本发明涉及一种通过优化发酵培养基提高阿维菌素B_1a的产量的方法。本发明人经过大量筛选发现，在阿维链霉菌发酵培养基中添加适当浓度的氯化钙能够显著地提高B_1a产量。本发明还提供了用于该方法的培养基。

Description

一种通过优化发酵培养基提高工业阿维菌素B1a的产量的方法

技术领域

本发明属于发酵生物学领域，更具体地，本发明涉及一种通过优化发酵培养基提高工业阿维菌素B_1a产量的方法。

背景技术

阿维菌素是由阿维链霉菌(Streptomyces aver-mitilis)生产的一组十六元大环内酯类抗生素(Burg R，Miller B，Baker E.Avermectins，new family of potentanthelmintic agents:producing organism and fermentation.Antimicrobial agentsand chemotherapy.1979，15(3):361)，具有广泛的杀虫和抗寄生虫等生物活性，在医药、农业及畜牧业上有着重要的作用(Campbell W C，Burg R， Fisher M.The discovery ofivermectin and other avermectins.1984，Pesticide Synthesis Through RationalApproaches.Chapter 1:5-20)。

阿维菌素包含八种组分A_1a，A_1b，A_2a，A_2b，B_1a，B_1b，B_2a，B_2b，但只有B_1a和B_1b具有药效，其中B_1a活性最高(Wann.K.T.The Cellular Actions of the Avermectins.Phytotherapyresearch.1987,1(4):331-334)。

但是，工业上利用阿维链霉菌大规模生产阿维菌素的生物发酵过程中，一直存在着产素期内B_1a产量不高的现象。

因此，改进工业发酵工艺，开发工业化高效生产B_1a的方法是本领域迫切需要的。

发明内容

本发明的目的在于提供一种通过优化发酵培养基提高工业阿维菌素B_1a产量的方法。

在本发明的第一方面，提供一种在利用阿维链霉菌发酵生产阿维菌素B_1a的过程中提高阿维菌素B_1a的产量的方法，所述方法包括：在阿维链霉菌的基本培养基中添加0.1±0.02g/L的氯化钙，利用该培养基培养阿维链霉菌，发酵生产阿维菌素B_1a。

在本发明的一个优选例中，所述的阿维链霉菌的基本培养基包括：可溶性淀粉，豆饼粉，酵母粉，酵母膏，硫酸铵，碳酸钙，氯化钴，钼酸钠，淀粉酶。

在本发明的另一优选例中，所述的阿维链霉菌的基本培养基包括：

在另一优选例中，所述的阿维链霉菌的基本培养基包括：

在另一优选例中，所述的阿维链霉菌的基本培养基包括：

上述发酵培养基中，各组分在基本培养基中的含量还可以在±10％的范围内，更佳地±5％的范围内浮动。
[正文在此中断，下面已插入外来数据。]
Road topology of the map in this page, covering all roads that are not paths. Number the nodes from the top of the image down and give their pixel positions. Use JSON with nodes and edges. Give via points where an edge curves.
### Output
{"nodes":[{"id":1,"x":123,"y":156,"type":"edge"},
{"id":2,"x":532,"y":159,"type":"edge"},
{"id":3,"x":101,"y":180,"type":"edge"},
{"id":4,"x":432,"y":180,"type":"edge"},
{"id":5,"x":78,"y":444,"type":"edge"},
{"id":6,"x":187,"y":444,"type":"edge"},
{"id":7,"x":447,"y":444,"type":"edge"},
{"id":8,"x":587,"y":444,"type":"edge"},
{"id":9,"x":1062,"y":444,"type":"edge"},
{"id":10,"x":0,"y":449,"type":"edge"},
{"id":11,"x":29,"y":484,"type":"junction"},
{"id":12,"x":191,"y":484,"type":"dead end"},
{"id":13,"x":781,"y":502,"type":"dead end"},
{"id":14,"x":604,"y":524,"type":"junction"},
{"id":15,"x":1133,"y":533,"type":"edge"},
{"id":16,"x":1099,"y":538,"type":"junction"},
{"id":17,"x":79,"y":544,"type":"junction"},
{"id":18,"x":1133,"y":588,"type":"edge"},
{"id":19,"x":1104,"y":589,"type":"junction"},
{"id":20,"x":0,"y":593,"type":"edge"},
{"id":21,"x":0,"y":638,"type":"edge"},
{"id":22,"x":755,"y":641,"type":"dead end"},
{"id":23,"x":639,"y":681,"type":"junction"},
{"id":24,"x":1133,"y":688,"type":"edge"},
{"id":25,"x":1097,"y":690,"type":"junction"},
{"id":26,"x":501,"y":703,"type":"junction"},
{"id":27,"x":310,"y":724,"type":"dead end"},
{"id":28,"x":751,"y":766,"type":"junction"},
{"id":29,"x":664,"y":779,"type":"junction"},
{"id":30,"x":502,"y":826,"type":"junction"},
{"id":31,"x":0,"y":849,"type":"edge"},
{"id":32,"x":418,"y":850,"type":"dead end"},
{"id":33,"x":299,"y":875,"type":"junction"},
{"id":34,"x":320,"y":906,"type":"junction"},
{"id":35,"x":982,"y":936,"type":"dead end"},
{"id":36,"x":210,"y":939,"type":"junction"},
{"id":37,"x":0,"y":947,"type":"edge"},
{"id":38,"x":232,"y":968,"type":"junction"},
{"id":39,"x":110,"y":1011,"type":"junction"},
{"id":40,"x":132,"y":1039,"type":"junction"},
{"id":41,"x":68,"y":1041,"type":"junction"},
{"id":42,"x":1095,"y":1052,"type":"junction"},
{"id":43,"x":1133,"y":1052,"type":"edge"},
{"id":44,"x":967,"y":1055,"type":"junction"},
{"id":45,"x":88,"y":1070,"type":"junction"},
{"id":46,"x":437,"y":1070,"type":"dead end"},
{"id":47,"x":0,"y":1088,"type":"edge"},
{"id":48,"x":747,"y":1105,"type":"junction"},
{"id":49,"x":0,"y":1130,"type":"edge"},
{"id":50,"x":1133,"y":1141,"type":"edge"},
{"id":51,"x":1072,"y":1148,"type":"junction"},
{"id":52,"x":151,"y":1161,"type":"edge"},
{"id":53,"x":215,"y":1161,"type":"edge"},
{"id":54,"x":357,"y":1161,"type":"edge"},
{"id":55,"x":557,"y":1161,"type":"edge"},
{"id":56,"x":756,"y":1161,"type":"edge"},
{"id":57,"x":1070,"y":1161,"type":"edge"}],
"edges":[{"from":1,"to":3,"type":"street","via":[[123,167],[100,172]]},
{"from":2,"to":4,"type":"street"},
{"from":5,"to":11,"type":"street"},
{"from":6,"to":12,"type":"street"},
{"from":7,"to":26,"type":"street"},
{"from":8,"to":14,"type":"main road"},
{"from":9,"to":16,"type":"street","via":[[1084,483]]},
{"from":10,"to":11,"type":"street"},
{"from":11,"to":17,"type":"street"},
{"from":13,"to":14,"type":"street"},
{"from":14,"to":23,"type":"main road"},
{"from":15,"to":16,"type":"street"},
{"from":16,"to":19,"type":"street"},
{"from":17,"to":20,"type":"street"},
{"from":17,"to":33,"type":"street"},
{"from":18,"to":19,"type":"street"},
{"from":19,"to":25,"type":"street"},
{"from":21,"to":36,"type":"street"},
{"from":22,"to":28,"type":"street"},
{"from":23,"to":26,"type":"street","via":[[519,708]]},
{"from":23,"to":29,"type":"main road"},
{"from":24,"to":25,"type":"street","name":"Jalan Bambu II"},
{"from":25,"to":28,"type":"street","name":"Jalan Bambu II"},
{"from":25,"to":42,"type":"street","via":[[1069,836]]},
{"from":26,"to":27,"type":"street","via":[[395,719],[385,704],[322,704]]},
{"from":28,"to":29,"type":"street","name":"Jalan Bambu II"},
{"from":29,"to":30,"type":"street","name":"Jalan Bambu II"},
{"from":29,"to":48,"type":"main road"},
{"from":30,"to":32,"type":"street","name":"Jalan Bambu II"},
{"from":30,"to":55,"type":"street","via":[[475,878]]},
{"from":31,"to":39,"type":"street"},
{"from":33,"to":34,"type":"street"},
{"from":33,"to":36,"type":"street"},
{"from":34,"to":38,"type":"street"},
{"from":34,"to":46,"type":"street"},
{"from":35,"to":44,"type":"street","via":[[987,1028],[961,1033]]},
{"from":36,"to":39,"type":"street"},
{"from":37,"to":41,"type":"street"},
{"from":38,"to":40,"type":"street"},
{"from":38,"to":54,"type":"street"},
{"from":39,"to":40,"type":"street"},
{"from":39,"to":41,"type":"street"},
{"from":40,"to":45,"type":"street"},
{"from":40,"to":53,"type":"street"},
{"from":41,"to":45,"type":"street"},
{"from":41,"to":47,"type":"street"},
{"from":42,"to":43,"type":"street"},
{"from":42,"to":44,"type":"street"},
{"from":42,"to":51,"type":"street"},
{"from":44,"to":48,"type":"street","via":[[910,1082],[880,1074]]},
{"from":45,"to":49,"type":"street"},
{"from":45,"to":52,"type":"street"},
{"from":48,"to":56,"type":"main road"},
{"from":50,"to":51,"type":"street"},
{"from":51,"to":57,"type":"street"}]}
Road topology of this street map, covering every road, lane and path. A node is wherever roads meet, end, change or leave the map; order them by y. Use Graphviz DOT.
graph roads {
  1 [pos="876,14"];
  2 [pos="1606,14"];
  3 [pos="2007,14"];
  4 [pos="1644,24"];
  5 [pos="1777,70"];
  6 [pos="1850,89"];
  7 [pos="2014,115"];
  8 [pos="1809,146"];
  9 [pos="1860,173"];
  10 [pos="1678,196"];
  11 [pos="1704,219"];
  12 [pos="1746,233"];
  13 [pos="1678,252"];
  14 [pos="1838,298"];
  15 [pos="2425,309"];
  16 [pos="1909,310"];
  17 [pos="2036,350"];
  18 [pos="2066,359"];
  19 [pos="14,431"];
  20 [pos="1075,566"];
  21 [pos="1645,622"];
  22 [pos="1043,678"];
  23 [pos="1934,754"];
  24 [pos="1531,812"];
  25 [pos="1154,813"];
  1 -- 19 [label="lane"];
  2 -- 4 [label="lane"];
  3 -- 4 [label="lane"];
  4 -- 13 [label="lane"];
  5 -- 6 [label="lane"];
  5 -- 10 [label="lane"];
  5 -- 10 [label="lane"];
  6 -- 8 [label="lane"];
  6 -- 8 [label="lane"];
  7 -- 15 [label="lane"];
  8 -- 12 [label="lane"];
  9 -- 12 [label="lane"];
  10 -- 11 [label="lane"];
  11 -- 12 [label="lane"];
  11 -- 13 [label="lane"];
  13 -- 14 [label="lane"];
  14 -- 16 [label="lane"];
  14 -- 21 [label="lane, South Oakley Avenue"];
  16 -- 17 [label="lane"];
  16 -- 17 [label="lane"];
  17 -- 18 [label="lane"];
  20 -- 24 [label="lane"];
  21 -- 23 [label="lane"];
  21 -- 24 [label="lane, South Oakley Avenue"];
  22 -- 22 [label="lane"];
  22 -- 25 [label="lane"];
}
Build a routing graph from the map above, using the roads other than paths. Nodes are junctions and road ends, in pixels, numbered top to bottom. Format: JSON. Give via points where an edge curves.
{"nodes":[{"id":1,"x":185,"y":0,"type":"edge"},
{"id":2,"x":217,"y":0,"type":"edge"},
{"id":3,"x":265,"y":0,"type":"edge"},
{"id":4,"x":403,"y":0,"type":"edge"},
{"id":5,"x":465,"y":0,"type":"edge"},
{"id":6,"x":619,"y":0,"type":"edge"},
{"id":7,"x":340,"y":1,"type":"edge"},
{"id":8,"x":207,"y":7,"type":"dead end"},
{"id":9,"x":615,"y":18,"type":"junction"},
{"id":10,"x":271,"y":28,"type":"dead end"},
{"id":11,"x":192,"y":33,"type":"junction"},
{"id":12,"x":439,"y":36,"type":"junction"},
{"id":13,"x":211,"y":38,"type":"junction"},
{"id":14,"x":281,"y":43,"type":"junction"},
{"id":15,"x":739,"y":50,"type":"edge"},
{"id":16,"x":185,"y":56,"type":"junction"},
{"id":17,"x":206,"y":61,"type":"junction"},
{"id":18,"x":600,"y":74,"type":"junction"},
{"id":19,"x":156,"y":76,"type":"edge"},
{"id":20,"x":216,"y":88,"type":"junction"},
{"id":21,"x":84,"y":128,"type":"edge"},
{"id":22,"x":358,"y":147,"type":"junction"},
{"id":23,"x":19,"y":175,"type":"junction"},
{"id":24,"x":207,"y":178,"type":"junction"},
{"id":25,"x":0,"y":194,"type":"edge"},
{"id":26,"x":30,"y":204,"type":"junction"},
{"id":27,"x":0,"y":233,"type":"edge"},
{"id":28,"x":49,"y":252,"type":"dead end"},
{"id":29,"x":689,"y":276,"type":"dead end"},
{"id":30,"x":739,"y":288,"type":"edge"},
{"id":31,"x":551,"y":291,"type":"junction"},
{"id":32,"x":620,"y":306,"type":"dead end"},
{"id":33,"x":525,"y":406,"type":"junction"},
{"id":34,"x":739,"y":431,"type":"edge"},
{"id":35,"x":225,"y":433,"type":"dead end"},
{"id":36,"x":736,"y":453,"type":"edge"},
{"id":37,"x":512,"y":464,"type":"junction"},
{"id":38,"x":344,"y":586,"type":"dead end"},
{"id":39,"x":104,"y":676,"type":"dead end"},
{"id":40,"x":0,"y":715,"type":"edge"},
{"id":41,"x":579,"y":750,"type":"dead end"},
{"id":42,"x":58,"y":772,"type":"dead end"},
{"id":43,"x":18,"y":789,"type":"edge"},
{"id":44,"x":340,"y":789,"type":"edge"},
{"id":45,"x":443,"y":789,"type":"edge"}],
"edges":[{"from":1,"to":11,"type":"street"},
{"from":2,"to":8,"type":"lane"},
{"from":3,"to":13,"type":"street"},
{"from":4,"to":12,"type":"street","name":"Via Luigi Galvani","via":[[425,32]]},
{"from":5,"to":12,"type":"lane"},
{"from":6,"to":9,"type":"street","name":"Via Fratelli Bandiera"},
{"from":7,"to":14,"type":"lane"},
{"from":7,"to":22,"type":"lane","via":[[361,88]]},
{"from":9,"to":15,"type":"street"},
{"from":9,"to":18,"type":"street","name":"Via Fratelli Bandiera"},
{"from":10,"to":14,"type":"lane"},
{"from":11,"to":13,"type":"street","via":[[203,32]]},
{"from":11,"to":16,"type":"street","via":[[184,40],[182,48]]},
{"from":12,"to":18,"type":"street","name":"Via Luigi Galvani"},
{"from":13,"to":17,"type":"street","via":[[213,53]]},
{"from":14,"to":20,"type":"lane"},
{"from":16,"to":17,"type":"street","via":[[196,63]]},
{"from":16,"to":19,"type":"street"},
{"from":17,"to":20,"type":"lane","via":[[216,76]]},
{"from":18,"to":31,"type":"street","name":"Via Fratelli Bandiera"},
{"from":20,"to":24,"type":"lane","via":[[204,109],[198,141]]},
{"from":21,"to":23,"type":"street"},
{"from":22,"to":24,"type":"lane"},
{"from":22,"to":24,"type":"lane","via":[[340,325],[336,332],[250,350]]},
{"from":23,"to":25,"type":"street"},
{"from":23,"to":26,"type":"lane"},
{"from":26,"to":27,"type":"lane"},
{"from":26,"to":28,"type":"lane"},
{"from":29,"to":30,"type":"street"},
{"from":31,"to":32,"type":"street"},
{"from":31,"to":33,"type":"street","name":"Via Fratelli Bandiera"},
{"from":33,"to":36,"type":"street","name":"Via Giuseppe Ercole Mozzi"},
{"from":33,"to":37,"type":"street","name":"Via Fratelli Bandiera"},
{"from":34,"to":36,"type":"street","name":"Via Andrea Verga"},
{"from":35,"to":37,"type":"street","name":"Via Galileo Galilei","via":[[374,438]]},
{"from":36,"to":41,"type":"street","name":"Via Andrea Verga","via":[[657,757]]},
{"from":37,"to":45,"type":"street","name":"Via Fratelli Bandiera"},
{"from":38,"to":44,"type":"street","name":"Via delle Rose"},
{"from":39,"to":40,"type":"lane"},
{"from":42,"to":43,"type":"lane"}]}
应理解，可以预期在一定范围内配方的调整仍然可实现所需的技术效果。

在本发明的另一优选例中，添加0.1±0.02g/L的氯化钙的培养基的pH值为7.3～7.6。

在本发明的另一方面，提供一种用于利用阿维链霉菌发酵生产阿维菌素 B_1a的发酵培养基，所述发酵培养基包括：阿维链霉菌的基本培养基以及0.1 ±0.02g/L的氯化钙。

在本发明的一个优选例中，述的阿维链霉菌的基本培养基包括：可溶性淀粉，豆饼粉，酵母粉，酵母膏，硫酸铵，碳酸钙，氯化钴，钼酸钠，淀粉酶。

在本发明的另一优选例中，所述的发酵培养基中，所述的阿维链霉菌的基本培养基包括：

在本发明的另一优选例中，添加0.1±0.02g/L的氯化钙的培养基的pH 值为7.3～7.6。

在本发明的另一方面，提供一种用于利用阿维链霉菌发酵生产阿维菌素 B_1a的试剂盒，所述试剂盒中包括所述的发酵培养基。

在本发明的另一方面，提供所述的发酵培养基的用途，用于在利用阿维链霉菌发酵生产阿维菌素B_1a的过程中提高阿维菌素B_1a的产量。

本发明的其它方面由于本文的公开内容，对本领域的技术人员而言是显而易见的。

附图说明

图1、发酵培养基中添加不同钙盐对阿维菌素B_1a效价的影响。不同的钙盐包括：硝酸钙、硫酸钙、碳酸钙、氯化钙、乳酸钙。

图2、实验组与对照组OUR的时序变化。

图3、实验组与对照组pH的时序变化。

图4、实验组与对照组总糖的时序变化。

图5、实验组与对照组粘度的时序变化。

图6、实验组与对照组PMV的时序变化。

图7、实验组与对照组B_1a的时序变化。

图8、实验组与对照组的B_1a效价。

图9A-B、标准品B_1a的HPLC图谱(A)以及放罐后收集的发酵液的 HPLC图谱(B)。

具体实施方式

针对工业上利用阿维链霉菌生产阿维菌素的生物发酵过程中产素期内 B_1a产量不高的现象，本发明人采取向发酵培养基中添加不同浓度的各种化合物，以筛选到能够有效提高阿维菌素B_1a产量的物质。经过大量的研究和筛选，发现在阿维链霉菌发酵培养基中添加适当浓度的氯化钙能够极其明显地提高B_1a产量。在此基础上完成了本发明。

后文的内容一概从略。